START DATASET EXTRACT
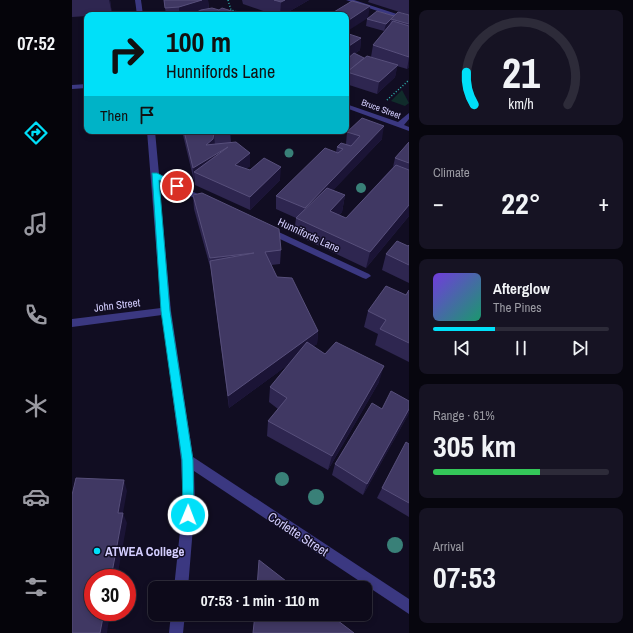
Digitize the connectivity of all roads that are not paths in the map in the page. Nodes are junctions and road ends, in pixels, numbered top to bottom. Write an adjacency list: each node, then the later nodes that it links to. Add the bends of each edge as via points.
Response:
1 (138, 0): 3 (street)
2 (349, 0): 4 (street)
3 (140, 12)
4 (409, 20)
5 (84, 86): 6 (street)
6 (72, 87)
7 (349, 107): 9 (street, Bruce Street)
8 (409, 115): 9 (street)
9 (399, 126): 10 (street, Bruce Street)
10 (409, 129)
11 (151, 134): 12 (street)
12 (155, 175): 13 (street); 16 (street)
13 (216, 206)
14 (259, 226): 15 (street, Hunnifords Lane)
15 (366, 276)
16 (166, 311): 17 (street, John Street); 18 (street)
17 (72, 323)
18 (187, 460): 19 (street, via 189,502); 20 (street, Corlette Street)
19 (182, 581)
20 (409, 607)
21 (177, 621): 22 (street)
22 (176, 633)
END DATASET EXTRACT
EXERCISE:
Please return the material above unchanged, with every picture removed.

RESPONSE BELOW:
Digitize the connectivity of all roads that are not paths in the map in the page. Nodes are junctions and road ends, in pixels, numbered top to bottom. Write an adjacency list: each node, then the later nodes that it links to. Add the bends of each edge as via points.
Response:
1 (138, 0): 3 (street)
2 (349, 0): 4 (street)
3 (140, 12)
4 (409, 20)
5 (84, 86): 6 (street)
6 (72, 87)
7 (349, 107): 9 (street, Bruce Street)
8 (409, 115): 9 (street)
9 (399, 126): 10 (street, Bruce Street)
10 (409, 129)
11 (151, 134): 12 (street)
12 (155, 175): 13 (street); 16 (street)
13 (216, 206)
14 (259, 226): 15 (street, Hunnifords Lane)
15 (366, 276)
16 (166, 311): 17 (street, John Street); 18 (street)
17 (72, 323)
18 (187, 460): 19 (street, via 189,502); 20 (street, Corlette Street)
19 (182, 581)
20 (409, 607)
21 (177, 621): 22 (street)
22 (176, 633)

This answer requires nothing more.